When you find the word "compass" in a line of the entries, please copy the whole line.

▶

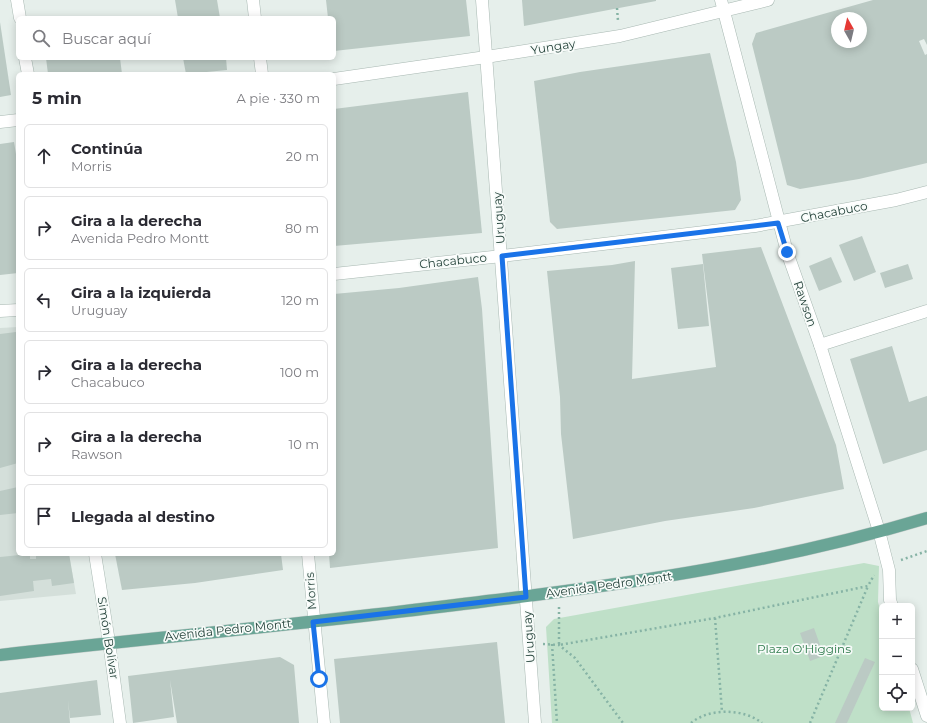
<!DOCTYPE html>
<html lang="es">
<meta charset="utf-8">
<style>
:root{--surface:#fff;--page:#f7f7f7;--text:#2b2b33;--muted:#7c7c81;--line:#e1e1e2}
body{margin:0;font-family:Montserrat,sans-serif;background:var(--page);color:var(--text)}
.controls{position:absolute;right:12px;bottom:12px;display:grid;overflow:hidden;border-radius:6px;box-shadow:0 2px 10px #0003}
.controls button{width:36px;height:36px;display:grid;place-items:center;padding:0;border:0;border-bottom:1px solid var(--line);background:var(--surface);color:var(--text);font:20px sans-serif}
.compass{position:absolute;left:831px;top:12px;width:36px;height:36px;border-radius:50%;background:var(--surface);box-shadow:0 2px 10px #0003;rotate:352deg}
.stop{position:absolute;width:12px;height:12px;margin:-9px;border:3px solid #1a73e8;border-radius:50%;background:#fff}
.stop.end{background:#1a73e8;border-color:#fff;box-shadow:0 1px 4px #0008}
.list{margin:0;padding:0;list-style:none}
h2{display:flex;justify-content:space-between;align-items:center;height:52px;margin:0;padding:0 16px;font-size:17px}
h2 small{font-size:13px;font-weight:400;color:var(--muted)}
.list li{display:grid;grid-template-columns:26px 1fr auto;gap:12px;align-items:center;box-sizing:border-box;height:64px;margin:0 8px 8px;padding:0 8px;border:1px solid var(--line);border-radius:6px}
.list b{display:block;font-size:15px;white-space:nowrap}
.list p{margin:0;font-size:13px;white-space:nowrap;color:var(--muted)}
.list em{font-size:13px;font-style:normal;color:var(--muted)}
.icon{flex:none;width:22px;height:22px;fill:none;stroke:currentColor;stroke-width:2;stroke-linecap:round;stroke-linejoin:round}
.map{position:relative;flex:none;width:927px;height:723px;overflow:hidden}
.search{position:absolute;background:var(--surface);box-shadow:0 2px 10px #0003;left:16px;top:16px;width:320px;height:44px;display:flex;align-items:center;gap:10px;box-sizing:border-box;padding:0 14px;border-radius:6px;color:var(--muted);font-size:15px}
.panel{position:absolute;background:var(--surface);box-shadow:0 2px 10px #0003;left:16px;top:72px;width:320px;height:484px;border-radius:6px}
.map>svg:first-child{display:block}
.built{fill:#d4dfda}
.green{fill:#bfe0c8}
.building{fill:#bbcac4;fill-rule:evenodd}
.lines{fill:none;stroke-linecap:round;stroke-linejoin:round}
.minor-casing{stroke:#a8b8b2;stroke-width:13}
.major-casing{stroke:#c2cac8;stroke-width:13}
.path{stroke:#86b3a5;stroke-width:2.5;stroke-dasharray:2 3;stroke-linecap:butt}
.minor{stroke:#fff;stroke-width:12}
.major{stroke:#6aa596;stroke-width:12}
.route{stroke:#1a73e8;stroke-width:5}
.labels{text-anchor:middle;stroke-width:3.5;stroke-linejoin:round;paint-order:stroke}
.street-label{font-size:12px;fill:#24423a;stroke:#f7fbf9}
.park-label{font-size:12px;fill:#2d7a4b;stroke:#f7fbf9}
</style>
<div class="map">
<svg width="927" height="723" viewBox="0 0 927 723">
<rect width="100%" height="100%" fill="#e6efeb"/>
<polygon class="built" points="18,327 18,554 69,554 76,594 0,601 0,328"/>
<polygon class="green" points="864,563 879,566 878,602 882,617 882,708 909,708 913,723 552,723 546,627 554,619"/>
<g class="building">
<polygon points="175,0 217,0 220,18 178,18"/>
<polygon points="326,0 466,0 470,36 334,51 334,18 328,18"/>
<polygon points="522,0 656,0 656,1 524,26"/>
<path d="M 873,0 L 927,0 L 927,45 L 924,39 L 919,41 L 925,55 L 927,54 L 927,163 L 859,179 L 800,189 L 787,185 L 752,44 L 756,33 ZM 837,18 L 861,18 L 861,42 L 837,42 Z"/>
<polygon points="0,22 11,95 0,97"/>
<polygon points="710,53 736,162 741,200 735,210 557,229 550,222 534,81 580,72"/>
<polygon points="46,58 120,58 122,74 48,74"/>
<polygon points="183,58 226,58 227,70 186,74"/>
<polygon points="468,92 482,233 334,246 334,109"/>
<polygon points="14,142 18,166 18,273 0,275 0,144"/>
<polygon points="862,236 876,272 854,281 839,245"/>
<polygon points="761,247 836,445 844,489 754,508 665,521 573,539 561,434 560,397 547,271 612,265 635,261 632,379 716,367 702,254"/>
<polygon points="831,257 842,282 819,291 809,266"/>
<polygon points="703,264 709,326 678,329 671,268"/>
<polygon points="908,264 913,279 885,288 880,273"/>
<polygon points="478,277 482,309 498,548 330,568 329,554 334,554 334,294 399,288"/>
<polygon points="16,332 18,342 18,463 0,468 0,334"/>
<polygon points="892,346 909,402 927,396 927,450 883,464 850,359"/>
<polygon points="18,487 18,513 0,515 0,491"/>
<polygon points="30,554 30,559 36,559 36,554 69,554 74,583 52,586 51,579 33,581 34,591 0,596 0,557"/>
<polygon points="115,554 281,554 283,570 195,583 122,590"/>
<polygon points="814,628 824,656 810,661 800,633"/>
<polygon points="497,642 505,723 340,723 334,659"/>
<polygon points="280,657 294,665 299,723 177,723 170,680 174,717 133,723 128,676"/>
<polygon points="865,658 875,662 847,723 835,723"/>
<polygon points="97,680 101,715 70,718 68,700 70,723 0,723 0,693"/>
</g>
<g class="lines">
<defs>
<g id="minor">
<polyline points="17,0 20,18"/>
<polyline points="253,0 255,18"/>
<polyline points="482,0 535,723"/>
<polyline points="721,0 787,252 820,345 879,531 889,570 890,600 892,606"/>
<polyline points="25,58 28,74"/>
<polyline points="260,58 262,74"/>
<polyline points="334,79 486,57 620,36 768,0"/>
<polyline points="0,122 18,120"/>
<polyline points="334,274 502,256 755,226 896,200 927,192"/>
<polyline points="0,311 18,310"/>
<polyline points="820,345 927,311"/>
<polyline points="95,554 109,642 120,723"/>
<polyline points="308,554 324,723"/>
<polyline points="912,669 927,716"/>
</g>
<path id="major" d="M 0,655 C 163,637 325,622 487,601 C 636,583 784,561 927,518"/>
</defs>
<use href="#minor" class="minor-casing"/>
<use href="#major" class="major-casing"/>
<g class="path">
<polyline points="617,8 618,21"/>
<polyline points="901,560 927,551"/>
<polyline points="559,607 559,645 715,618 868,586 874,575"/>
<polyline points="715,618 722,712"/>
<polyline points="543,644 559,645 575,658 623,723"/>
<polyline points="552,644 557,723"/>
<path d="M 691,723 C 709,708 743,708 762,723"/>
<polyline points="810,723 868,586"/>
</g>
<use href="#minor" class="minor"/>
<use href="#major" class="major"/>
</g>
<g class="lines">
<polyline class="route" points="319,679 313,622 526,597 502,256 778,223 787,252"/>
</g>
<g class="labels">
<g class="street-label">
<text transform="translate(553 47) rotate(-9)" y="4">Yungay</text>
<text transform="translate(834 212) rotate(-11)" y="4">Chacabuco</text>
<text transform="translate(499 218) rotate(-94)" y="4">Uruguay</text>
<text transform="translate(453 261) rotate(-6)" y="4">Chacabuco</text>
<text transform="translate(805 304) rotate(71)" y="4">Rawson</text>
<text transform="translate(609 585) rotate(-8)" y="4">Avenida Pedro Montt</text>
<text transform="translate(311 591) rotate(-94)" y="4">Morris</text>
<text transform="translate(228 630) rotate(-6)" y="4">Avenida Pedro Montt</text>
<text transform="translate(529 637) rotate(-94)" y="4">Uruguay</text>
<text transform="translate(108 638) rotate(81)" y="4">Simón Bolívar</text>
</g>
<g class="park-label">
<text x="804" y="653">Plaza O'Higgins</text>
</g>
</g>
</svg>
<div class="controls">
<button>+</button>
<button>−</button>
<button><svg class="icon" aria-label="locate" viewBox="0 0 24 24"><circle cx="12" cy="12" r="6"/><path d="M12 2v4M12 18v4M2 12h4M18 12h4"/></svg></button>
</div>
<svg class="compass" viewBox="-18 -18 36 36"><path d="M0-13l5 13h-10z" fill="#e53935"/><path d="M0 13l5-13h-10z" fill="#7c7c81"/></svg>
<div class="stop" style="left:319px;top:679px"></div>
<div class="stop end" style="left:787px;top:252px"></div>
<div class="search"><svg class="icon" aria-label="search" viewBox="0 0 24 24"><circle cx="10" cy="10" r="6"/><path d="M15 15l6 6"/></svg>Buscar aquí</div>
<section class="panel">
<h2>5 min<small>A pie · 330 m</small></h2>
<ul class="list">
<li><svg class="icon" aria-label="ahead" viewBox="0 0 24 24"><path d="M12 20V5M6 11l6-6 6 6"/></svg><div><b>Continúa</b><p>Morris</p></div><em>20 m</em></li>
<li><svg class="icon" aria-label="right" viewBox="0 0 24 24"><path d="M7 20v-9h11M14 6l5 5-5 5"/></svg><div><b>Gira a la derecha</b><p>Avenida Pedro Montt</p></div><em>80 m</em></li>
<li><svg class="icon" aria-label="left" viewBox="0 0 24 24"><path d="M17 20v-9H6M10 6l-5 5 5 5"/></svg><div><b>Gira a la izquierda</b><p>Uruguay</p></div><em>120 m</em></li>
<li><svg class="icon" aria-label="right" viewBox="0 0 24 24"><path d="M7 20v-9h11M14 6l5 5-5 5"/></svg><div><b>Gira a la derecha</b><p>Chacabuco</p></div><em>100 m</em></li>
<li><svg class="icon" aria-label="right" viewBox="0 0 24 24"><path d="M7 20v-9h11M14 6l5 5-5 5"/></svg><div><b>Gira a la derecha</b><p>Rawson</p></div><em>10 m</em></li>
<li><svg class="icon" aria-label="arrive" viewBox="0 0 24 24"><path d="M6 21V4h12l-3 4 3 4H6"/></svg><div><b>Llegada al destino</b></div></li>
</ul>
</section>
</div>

◀

Task result:
.compass{position:absolute;left:831px;top:12px;width:36px;height:36px;border-radius:50%;background:var(--surface);box-shadow:0 2px 10px #0003;rotate:352deg}
<svg class="compass" viewBox="-18 -18 36 36"><path d="M0-13l5 13h-10z" fill="#e53935"/><path d="M0 13l5-13h-10z" fill="#7c7c81"/></svg>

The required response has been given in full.